Rebound refers to the challenge of establishing three-way dialogues and matches, bringing painting, photography, writing and curating practices closer. The starting points are the artworks themselves as well as previous collaborative experiences between the actors. No rules are established at first, but associations are built along the way. Approximations may be formal, matching formally equal pieces, or also embody broader aspects. The entropic mood of Marina Rheingantz' painting is the kick-start, the touchstone of established relationships. A landscape painting that is constantly on the verge of melting, transforming into pure inanimate matter something that already wishes to be figure – any figure – even before taking shape. Rainfall looking like an elephant. An umbrella of meanings. The images taken from Mauro Restiffe's archives are proof of the time and space flexibility that outlines his practice. Time frames change order,placementand timing particularities cross-examine each other in a kind of mirror maze, not surprisingly one of his tropes. Critical creative writing is a counterpoint to the images, a voice intoned in conjunction with the main subjects. A writing that is disenchanted in time, like the fragments that comprise and interrupt the main narrative of this text, which are inherent to it, going back to the relations between the front and the back of embroideries and between light and shadow in photography. Handwriting, artisanal, residual, letters and words' sawdust. A scripted afterthought.

…this thought came clearly to me after the exhibition at the Library, when there was no room to talk about technique and everybody was too distracted by ideas about affection and intimacy in photography and other generalities. The mental picture I've used as antidote to this trend was of a vision that would transfer the photo equipment attributes straight to human sight. Seeing the world through photography, choosing the film exposure, summing it all up to the vertical and horizontal lines of the frame. In a dream I had around the same time, I'd visit a mountainous landscape on the road to Ouro Preto and I'd see it all in black&white, in slightly enhanced contrast and just a single colored spot among the rocks and the savanna flora. A wooden cabin selling film, pure Kodak yellow light...

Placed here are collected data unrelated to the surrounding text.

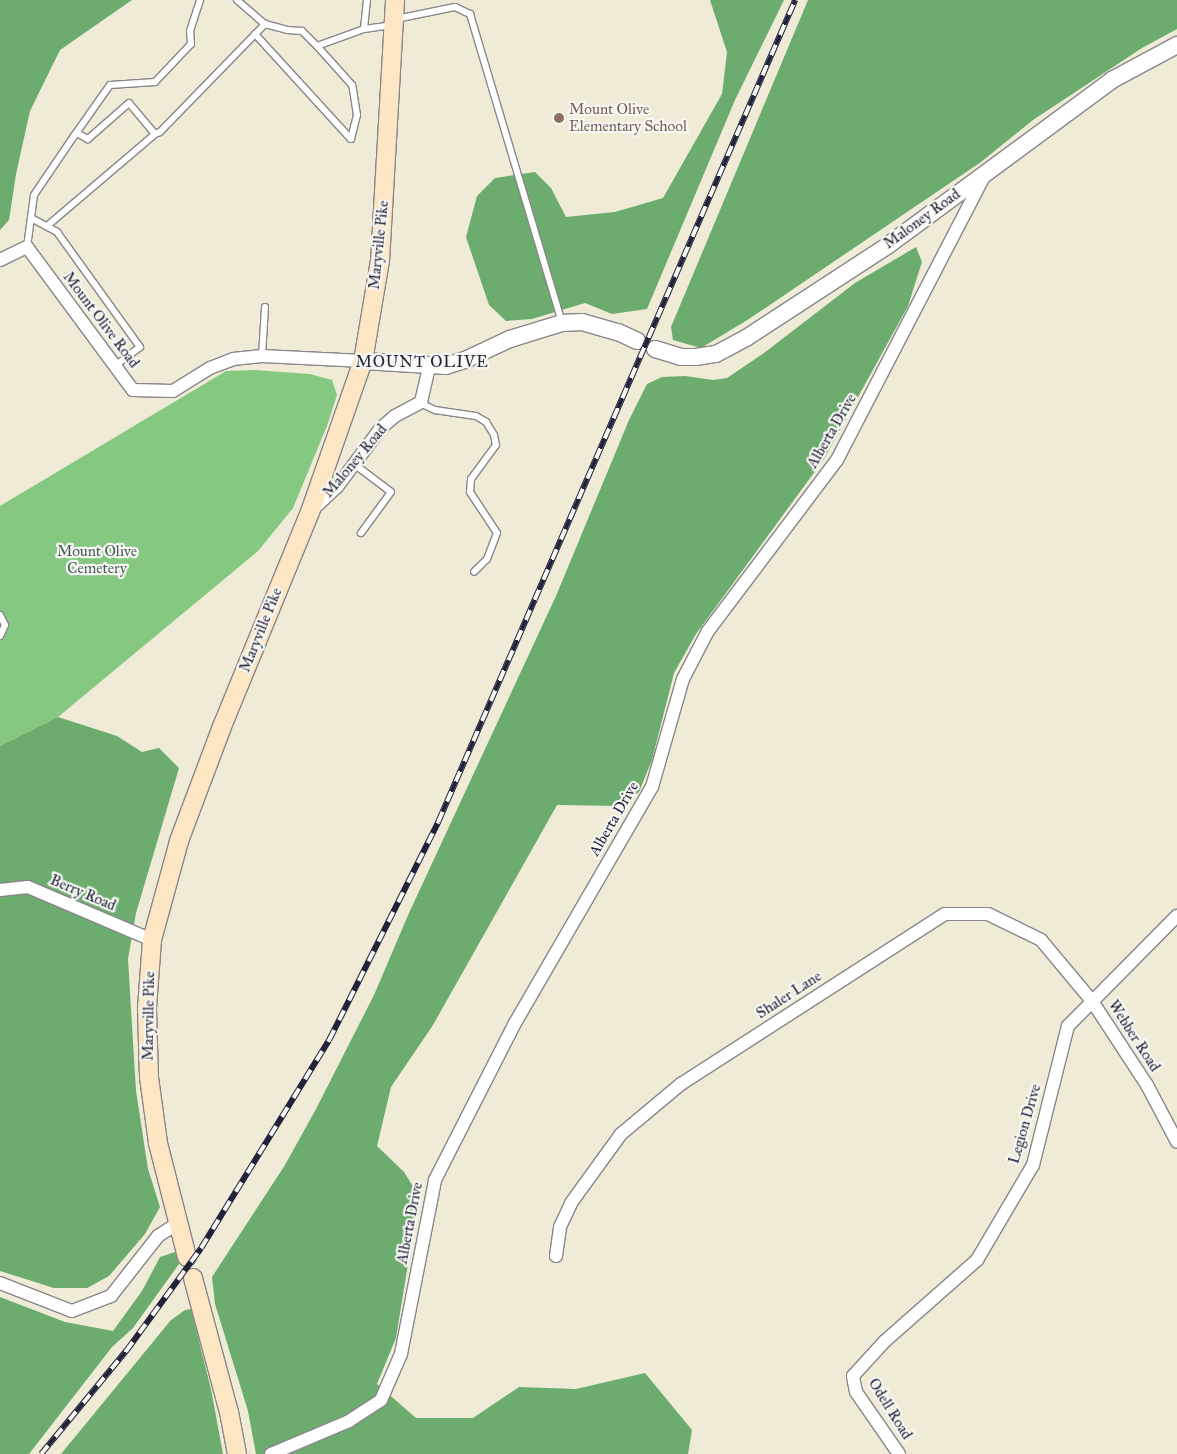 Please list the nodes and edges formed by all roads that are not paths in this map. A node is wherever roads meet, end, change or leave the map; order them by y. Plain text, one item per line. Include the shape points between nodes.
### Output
1 (200, 0) edge
2 (237, 0) edge
3 (367, 0) edge
4 (395, 0) edge
5 (393, 22) junction
6 (265, 24) junction
7 (364, 29) junction
8 (255, 34) junction
9 (1177, 45) edge
10 (317, 46) junction
11 (76, 133) junction
12 (155, 134) junction
13 (987, 171) junction
14 (31, 218) junction
15 (47, 226) junction
16 (27, 247) junction
17 (0, 260) edge
18 (265, 307) dead end
19 (562, 323) junction
20 (637, 341) dead end
21 (655, 349) dead end
22 (262, 356) junction
23 (363, 361) junction
24 (430, 364) junction
25 (115, 366) junction
26 (420, 402) junction
27 (354, 464) junction
28 (310, 512) junction
29 (361, 533) dead end
30 (474, 572) dead end
31 (0, 615) edge
32 (0, 636) edge
33 (0, 890) edge
34 (1177, 916) edge
35 (152, 940) junction
36 (1092, 1001) junction
37 (1177, 1142) edge
38 (178, 1223) junction
39 (556, 1256) dead end
40 (187, 1257) dead end
41 (193, 1278) dead end
42 (0, 1283) edge
43 (853, 1380) joint
44 (237, 1454) edge
45 (271, 1454) edge
46 (899, 1454) edge

1 - 11 lane via 190,32 191,44 155,82 110,85
2 - 6 lane
3 - 7 lane
4 - 5 main road, Maryville Pike
5 - 7 lane
5 - 19 lane via 455,7 470,14
5 - 23 main road, Maryville Pike via 380,261
6 - 8 lane
6 - 10 lane via 302,31
7 - 10 lane
8 - 10 lane via 351,139 357,115 352,84
8 - 12 lane
9 - 13 street, Maloney Road via 1112,80
11 - 12 lane via 88,139 129,103
11 - 14 lane via 34,195
12 - 15 lane
13 - 21 street, Maloney Road via 887,246 746,338 716,354 681,357
13 - 45 street, Alberta Drive via 837,460 708,630 683,679 652,787 515,1023 435,1180 401,1354 381,1400 349,1421
14 - 15 lane
14 - 16 lane
15 - 25 lane via 57,232 140,347
16 - 17 street
16 - 25 street, Mount Olive Road
18 - 22 lane
19 - 20 street via 582,322
19 - 24 street via 510,339 446,366
22 - 23 street, Mount Olive Road
22 - 25 street, Mount Olive Road via 233,359 210,368 173,391 133,390
23 - 24 street
23 - 28 main road, Maryville Pike
24 - 26 street
26 - 27 street, Maloney Road via 381,428
26 - 30 lane via 434,410 476,416 486,422 494,435 496,446 471,479 470,492 497,533 487,559
27 - 28 street, Maloney Road
27 - 29 lane via 391,492
28 - 35 main road, Maryville Pike via 179,841
31 - 32 lane via 5,625
33 - 35 street, Berry Road via 28,887
34 - 36 street, Legion Drive
35 - 38 main road, Maryville Pike via 147,1008 149,1076 158,1143
36 - 37 street, Webber Road via 1147,1085
36 - 39 street, Shaler Lane via 1041,940 988,914 946,914 680,1084 621,1134 571,1203 560,1227
36 - 43 street, Legion Drive via 1068,1026 1034,1165 977,1260 885,1341 856,1371
38 - 40 main road, Maryville Pike
38 - 42 street via 158,1236 111,1296 72,1311
41 - 44 main road
43 - 46 street, Odell Road via 856,1392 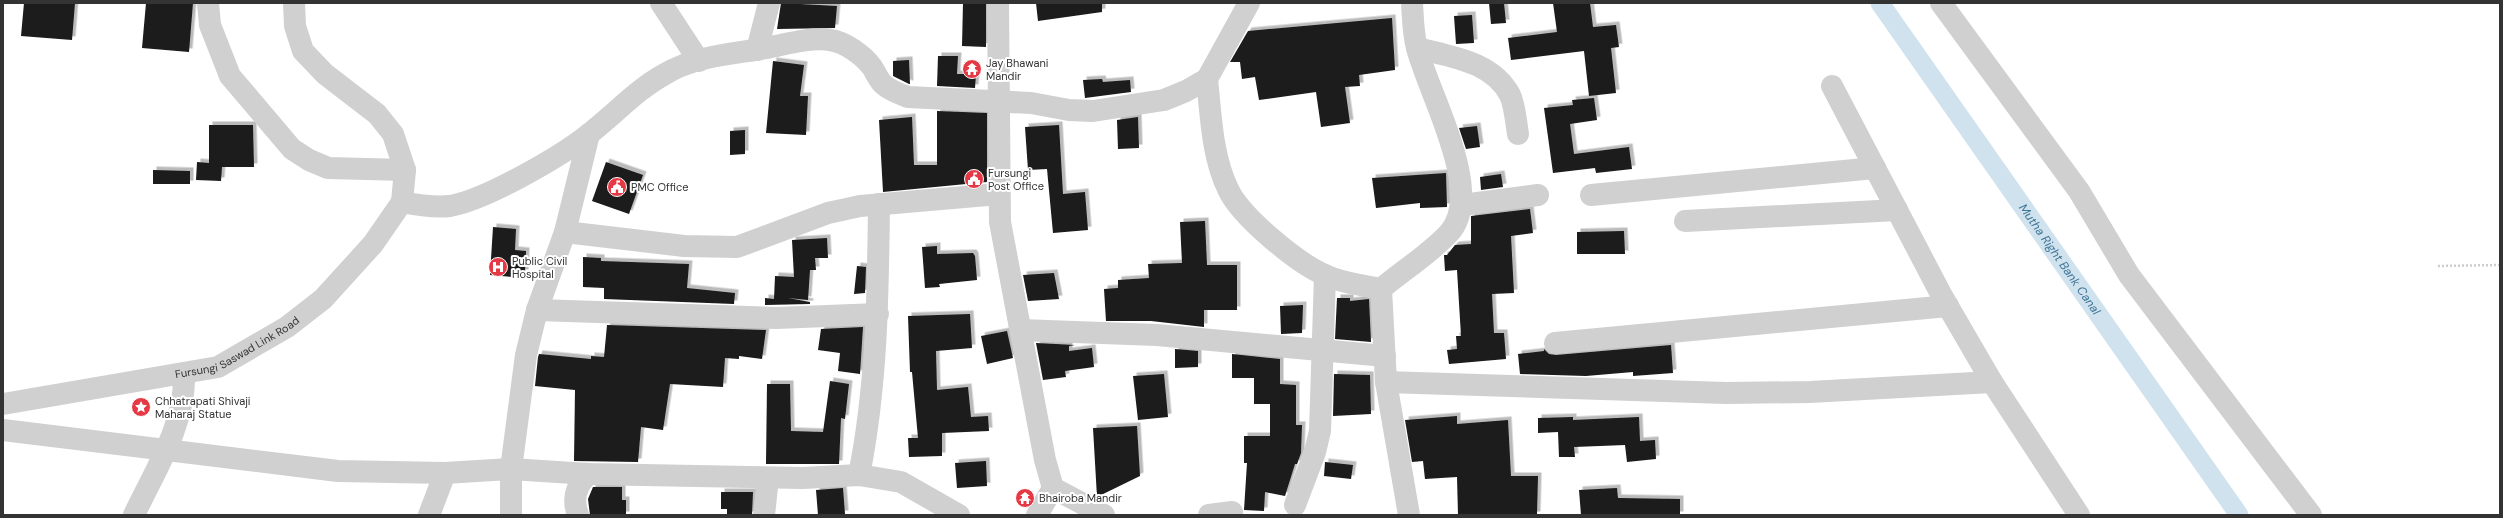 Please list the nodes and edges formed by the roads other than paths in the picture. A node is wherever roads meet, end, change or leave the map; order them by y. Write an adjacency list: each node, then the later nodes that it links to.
1 (208, 3): 18 (street)
2 (294, 3): 18 (street)
3 (661, 3): 11 (street)
4 (769, 3): 10 (street)
5 (998, 3): 14 (street)
6 (1248, 3): 12 (street)
7 (1412, 3): 9 (street)
8 (1941, 3): 62 (street)
9 (1417, 48): 16 (street); 24 (street)
10 (757, 50): 11 (street); 14 (street)
11 (699, 61): 15 (street)
12 (1207, 79): 14 (street); 28 (street)
13 (1832, 86): 17 (street)
14 (997, 101): 19 (street)
15 (589, 134): 22 (street); 27 (street)
16 (1518, 134)
17 (1875, 168): 20 (street); 25 (street)
18 (405, 170): 22 (street)
19 (999, 194): 23 (street); 33 (street)
20 (1591, 194)
21 (1538, 195): 24 (street)
22 (410, 204): 37 (street, Fursungi Saswad Link Road)
23 (879, 204): 27 (street); 32 (street)
24 (1462, 205): 29 (street)
25 (1897, 210): 26 (street); 30 (street)
26 (1685, 221)
27 (565, 232): 31 (street)
28 (1325, 276): 29 (street); 35 (street)
29 (1381, 289): 36 (street)
30 (1948, 306): 34 (street); 39 (street)
31 (537, 310): 32 (street); 43 (street)
32 (878, 314): 46 (street)
33 (1020, 330): 35 (street); 48 (street)
34 (1555, 343)
35 (1324, 351): 36 (street); 49 (street)
36 (1385, 356): 38 (street)
37 (184, 374): 40 (street, Fursungi Saswad Link Road); 42 (street)
38 (1386, 382): 39 (street); 60 (street)
39 (1992, 382): 61 (street)
40 (3, 404)
41 (3, 430): 42 (street)
42 (165, 448): 44 (street); 51 (street)
43 (511, 469): 44 (street); 45 (street); 53 (street)
44 (445, 473): 52 (street)
45 (588, 474): 47 (street); 54 (street)
46 (859, 475): 47 (street); 56 (street)
47 (768, 478): 55 (street)
48 (1053, 488): 57 (street); 58 (street)
49 (1295, 505)
50 (1232, 512): 59 (street)
51 (134, 515)
52 (429, 515)
53 (511, 515)
54 (578, 515)
55 (764, 515)
56 (959, 515)
57 (1036, 515)
58 (1104, 515)
59 (1209, 515)
60 (1409, 515)
61 (2079, 515)
62 (2311, 515) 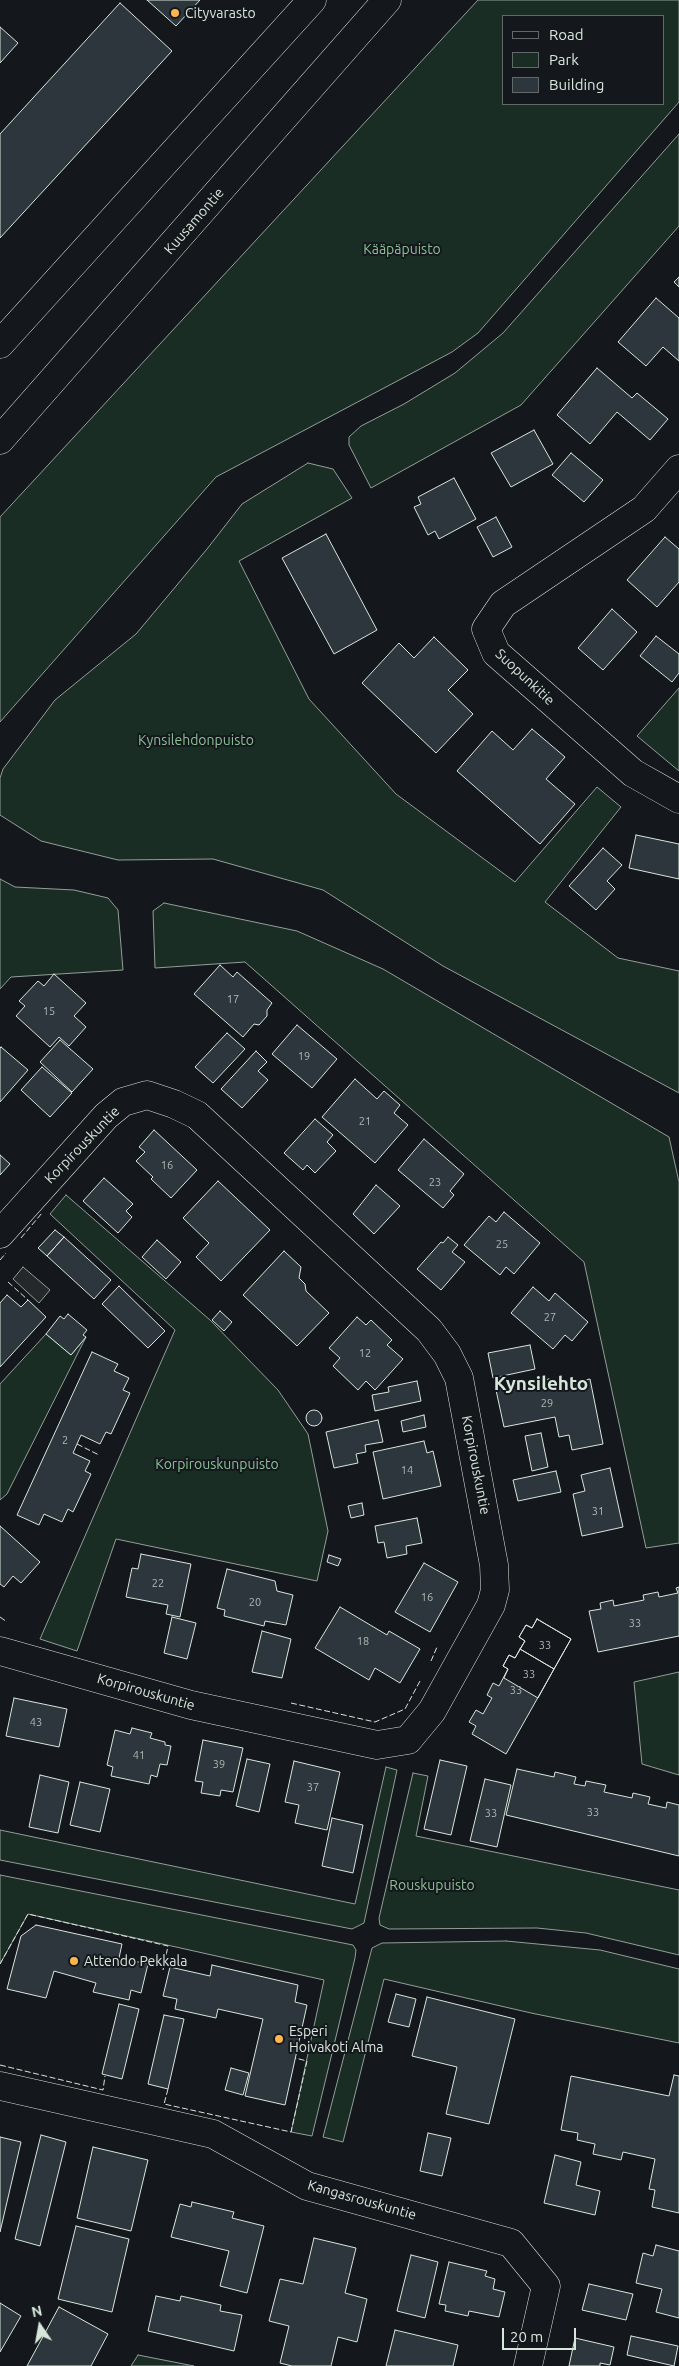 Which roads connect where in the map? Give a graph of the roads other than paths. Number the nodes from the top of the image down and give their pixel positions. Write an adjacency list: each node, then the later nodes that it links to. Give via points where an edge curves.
1 (312, 0): 3 (main road)
2 (387, 0): 4 (main road, Kuusamontie)
3 (0, 344)
4 (0, 440)
5 (679, 468): 6 (main road, Suopunkitie, via 644,509 503,604 486,629 496,654 633,773)
6 (679, 799)
7 (0, 1234): 8 (main road, Korpirouskuntie, via 106,1116 124,1102 147,1095 197,1115 429,1330 447,1354 459,1378 494,1565 495,1590 491,1605 432,1711 408,1740 378,1745 191,1705)
8 (0, 1651)
9 (0, 2086): 10 (main road, Kangasrouskuntie, via 212,2134 307,2186 511,2243 546,2286)
10 (528, 2366)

Rebound is about the reactive effects from the touch of bodies against each other, “bounce or backlash of an elastic body as it hits another”. Juxtaposing Restiffe's photos with Rheingantz' paintings implies highlighting some proximities. These are expressed here through the sense of placement and the scenery, and also through the interest for airborne light. Reactive effects are inevitable in the material difference of the paintings, embroideries and photographs. The photographic element is more concealed in Marina's paintings than the opposite. There's no precise match, but rather echoes.

Affinity outbreaks, for instance, on Jean Cocteau's drawings at the villa Santo Sospir and the embroidery threads from Uma passadinha (2018); on the late-evening confetti and the grainy brushstrokes; on vertical and horizontal mountains, on blinding back-lights; on Lorenzato's paintings hanging on the walls of Ricardo Homen's studio and the line of smaller works hanging at Carpintaria; on the jockey portrayed in Italy and the other one right over there; on the picture in tatters from Minas Gerais: Brumadinho's resonance on the mud matter of Rheingantz paintings, baroque nostalgia on Restiffe's Congonhas, a portrait on this text's wall.

...time has passed. “Someday, when” is not feasible – this landscape will pop in your eyes. New or old, what does it matter? It's the exhibit – and it will be on this very day – of a strange vivid sky, by a novelist whose only love was living – passing – which is everybody's passion... [1]


Rodrigo Moura is a curator, writer and editor. He's the author of Marina Rheingantz – Terra líquida (Cobogó, 2016), has been the curator of the exhibition Mauro Restiffe – Álbum (Pinacoteca de São Paulo, 2017) and has collaborated in this show at the invitation of the artists.

[1] Excerpt from a dedication by writer Lúcio Cardoso on a drawing from 1950.